• Task statement: Report all lines of the data below that hold the word "ring".
**** The data ****
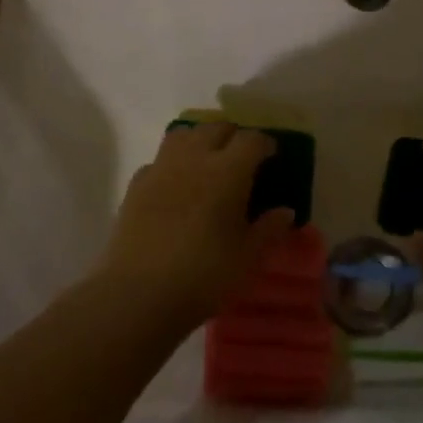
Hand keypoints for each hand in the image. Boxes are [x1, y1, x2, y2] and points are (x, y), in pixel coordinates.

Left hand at [96, 122, 294, 329]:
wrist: (138, 293)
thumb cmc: (204, 275)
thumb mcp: (248, 257)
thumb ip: (269, 230)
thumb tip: (286, 212)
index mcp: (227, 171)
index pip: (251, 140)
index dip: (265, 144)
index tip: (272, 155)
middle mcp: (194, 158)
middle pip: (216, 128)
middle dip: (233, 136)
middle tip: (242, 157)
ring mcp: (161, 168)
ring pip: (183, 135)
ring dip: (200, 140)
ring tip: (208, 161)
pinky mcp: (136, 185)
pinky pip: (159, 160)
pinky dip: (172, 164)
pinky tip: (175, 186)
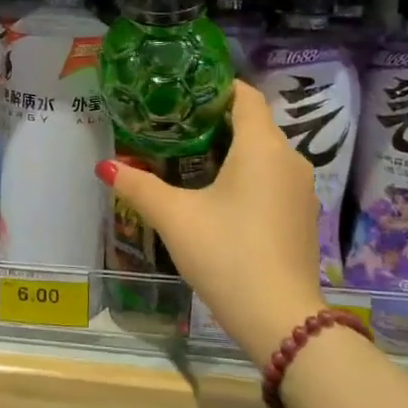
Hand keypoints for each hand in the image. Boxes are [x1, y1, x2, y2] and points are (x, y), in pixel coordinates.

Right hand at [99, 80, 323, 363]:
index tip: (182, 93)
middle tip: (173, 128)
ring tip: (187, 160)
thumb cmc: (227, 254)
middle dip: (215, 122)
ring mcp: (301, 189)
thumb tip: (105, 166)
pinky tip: (218, 196)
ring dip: (231, 151)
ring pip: (263, 154)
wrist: (281, 319)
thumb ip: (139, 185)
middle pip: (253, 124)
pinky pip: (272, 179)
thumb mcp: (175, 217)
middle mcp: (289, 158)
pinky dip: (247, 176)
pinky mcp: (303, 216)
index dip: (215, 87)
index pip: (245, 96)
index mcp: (262, 146)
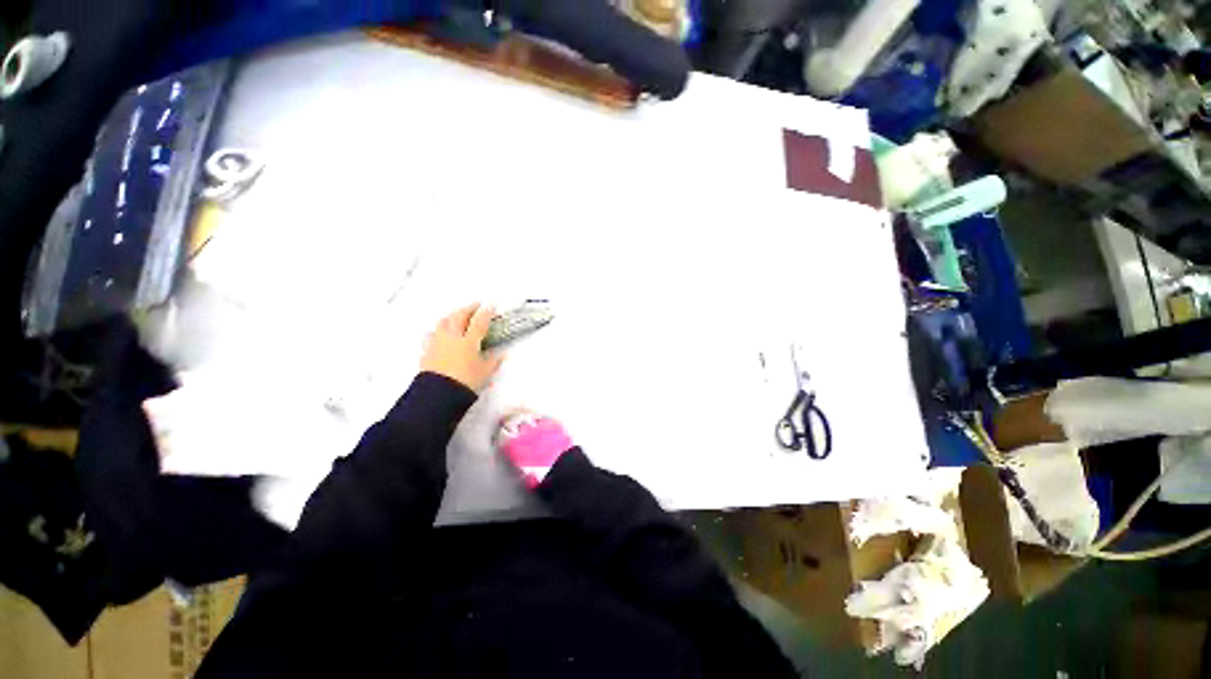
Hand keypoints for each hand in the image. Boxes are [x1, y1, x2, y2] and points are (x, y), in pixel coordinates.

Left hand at [421, 303, 504, 392]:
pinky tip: (438, 332)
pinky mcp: (427, 351)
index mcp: (469, 341)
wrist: (438, 394)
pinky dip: (438, 330)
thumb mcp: (484, 372)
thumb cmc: (465, 382)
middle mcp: (452, 338)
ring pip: (443, 322)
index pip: (479, 321)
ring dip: (451, 315)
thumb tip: (501, 355)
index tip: (491, 305)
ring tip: (456, 314)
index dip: (486, 312)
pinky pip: (432, 335)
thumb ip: (493, 361)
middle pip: (459, 316)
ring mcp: (438, 343)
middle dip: (468, 308)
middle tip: (475, 305)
****
• The completed task:
ring mcp: (161, 168)
ring pip: (183, 135)
ring dip: (200, 140)
ring tip: (208, 161)
ring tip: (187, 160)
ring mcp: (301, 189)
ring dip: (231, 151)
ring pip: (263, 154)
ring pip: (443, 322)
ring dip: (451, 315)
ring tip: (456, 314)
ring mcp: (438, 343)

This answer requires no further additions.